Sunday 10 February 2008

Ceremony of the Horsemen

Action! I have been watching a film awards show with the artist. With some amusement we have witnessed like bad critics various movie stars moving silkily down the scrubbed carpets before levitating like digitally enhanced ornaments onto the thinly constructed stage to receive their peace prizes. (Not.) Actually one or two faces in the audience were half-familiar to me. One of them was a well known thespian whose diary I had to arrange over and over again a number of years ago, in what feels like another lifetime, in order to get them to do some ADR - additional dialogue recording - on an otherwise bearable film. (This person cancelled me 21 times, usually only a few minutes beforehand, and still put in a crackling performance.) It is a pompous business. A majority of schlock films aside, however, at least one or two poetic souls appear to have made that rare transition from penniless auteur to mainstream minstrel in one piece. Abstractions in some films are even acceptable. In fact, to be fair, some of the film makers and much of the public have never really been the problem. No, it has always been the money men - and they are usually men.

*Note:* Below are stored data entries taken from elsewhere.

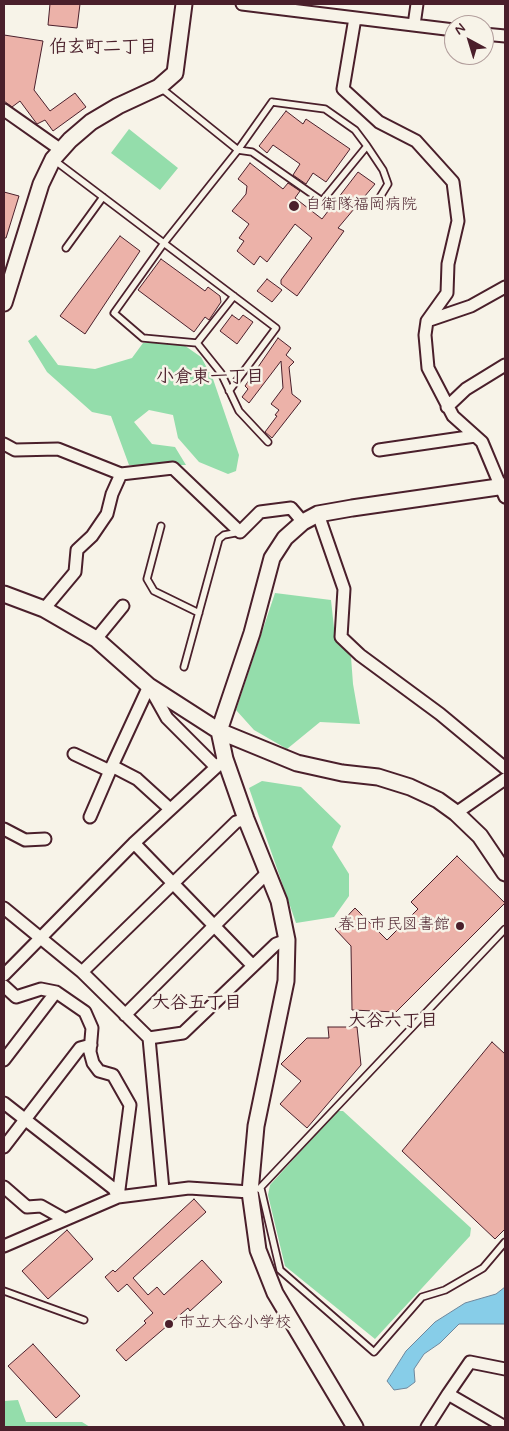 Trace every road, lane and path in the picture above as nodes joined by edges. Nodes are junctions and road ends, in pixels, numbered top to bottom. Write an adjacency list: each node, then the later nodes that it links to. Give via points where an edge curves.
1 (184, 4): 7 (street, via 175,73)
2 (242, 4): 4 (street)
3 (417, 4): 5 (street)
4 (355, 18): 5 (street); 19 (street, via 344,89 379,122 416,141 453,182 458,221 448,264 447,293)
5 (414, 25): 6 (street)
6 (444, 29)
7 (159, 86): 10 (lane); 11 (street, via 91,122)
8 (4, 110): 11 (street)
9 (367, 146): 10 (lane, via 355,130 325,109 272,102); 10 (lane, via 322,202 252,152); 13 (lane, via 388,184 376,202)
10 (238, 150): 14 (lane)
11 (57, 154): 12 (lane); 18 (street, via 41,184)
12 (103, 197): 14 (lane); 15 (lane)
13 (370, 203)
14 (164, 243): 17 (lane); 20 (lane, via 114,313 143,338)
15 (66, 248)
16 (505, 287): 19 (street, via 471,306)
17 (234, 296): 20 (lane); 22 (lane, via 276,328)
18 (4, 303)
19 (427, 321): 23 (street, via 428,368)
20 (197, 343): 22 (lane, via 221,374)
21 (505, 366): 23 (street, via 466,389)
22 (229, 391): 25 (lane, via 239,410)
23 (447, 407): 24 (street)
24 (475, 436): 27 (street); 29 (street, via 482,442)
25 (268, 442)
26 (4, 444): 28 (street, via 15,450 58,449)
27 (379, 450)
28 (121, 474): 33 (street, via 173,468); 36 (street, via 108,514 77,550 75,572)
29 (504, 490): 30 (street)
30 (318, 514): 31 (street); 44 (street, via 344,589 341,637)
31 (303, 522): 33 (street, via 291,508 260,512); 41 (street, via 285,538 272,558 252,634)
32 (161, 526): 37 (lane, via 147,579 154,591)
33 (240, 532): 37 (lane, via 219,539)
34 (4, 594): 36 (street)
35 (123, 606): 38 (street)
36 (44, 609): 38 (street)
37 (199, 613): 39 (lane)
38 (96, 639): 40 (street)
39 (184, 668)
40 (149, 686): 41 (street); 43 (street, via 167,718); 45 (street)
41 (219, 731): 43 (street); 48 (street, via 278,757 313,768 378,777 410,787)
42 (74, 754): 45 (street)
43 (221, 763): 47 (street); 50 (street)
44 (505, 768)
45 (111, 769): 47 (street, via 138,779); 49 (street)
46 (505, 779): 48 (street)
47 (170, 809): 53 (street)
48 (456, 813): 55 (street, via 480,836)
49 (90, 817)
50 (246, 819): 54 (street); 56 (street, via 236,822)
51 (4, 829): 52 (street, via 25,840)
52 (45, 839)
53 (134, 843): 56 (street); 60 (street)
54 (268, 872): 58 (street); 61 (street, via 279,900)
55 (505, 873)
56 (172, 882): 58 (street); 63 (street)
57 (4, 908): 60 (street)
58 (213, 924): 62 (street); 67 (street)
59 (505, 929): 76 (lane)
60 (40, 937): 63 (street); 64 (street)
61 (287, 940): 62 (street, via 276,944); 76 (street, via 286,981 256,1126)
62 (253, 966): 68 (street, via 183,1033)
63 (82, 972): 67 (street)
64 (4, 974)
65 (4, 986): 66 (street, via 16,997 41,989)
66 (56, 992): 69 (street, via 85,1012 92,1028); 70 (street)
67 (125, 1015): 68 (street)
68 (149, 1038): 75 (street)
69 (91, 1045): 72 (street, via 80,1048); 77 (street, via 93,1063 99,1071 113,1075 130,1105)
70 (4, 1060)
71 (4, 1103): 72 (street)
72 (24, 1120): 73 (street); 77 (street, via 114,1189)
73 (4, 1147)
74 (4, 1187): 78 (street, via 26,1207 41,1206)
75 (163, 1190): 76 (street); 77 (street)
76 (255, 1190): 79 (lane, via 280,1270 374,1352 422,1297 445,1290 483,1268); 85 (street, via 258,1250 271,1285)
77 (118, 1197): 78 (street)
78 (64, 1219): 80 (street)
79 (505, 1242)
80 (4, 1246)
81 (4, 1291): 82 (lane)
82 (84, 1320)
83 (505, 1369): 84 (street, via 470,1362)
84 (448, 1394): 86 (street); 87 (street)
85 (355, 1427)
86 (427, 1427)
87 (505, 1427)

They have this utter conviction for some reason that all members of the public are dumb, while they sit among their sunlit clouds unaware of the precise nature of what it is they are dumping on us all. Maybe I am old fashioned. I still flirt with the notion that there is an essential intelligence to every living soul. It is just a question of believing that and finding a way to absorb, enjoy, or accentuate it. Isn't it? Not so long ago - the artist was working - I took the children to the cinema. It was a good enough film, but our experience of the cinema itself was loud, garish, and cold - air-conditioning in winter is like people cleaning their houses before the maid comes round. Meanwhile on the TV screen a woman with somebody else's body reaches the stage. She struggles with the autocue. I look at the artist on the bright red sofa and I stare at my notes on the round red table. A number of people from where I am going have ripped up their contracts in the past few weeks and left. We stop watching the awards ceremony and miss the winner of Best Male Actor mentioning our children's school in his acceptance speech. Serves me right. Cut!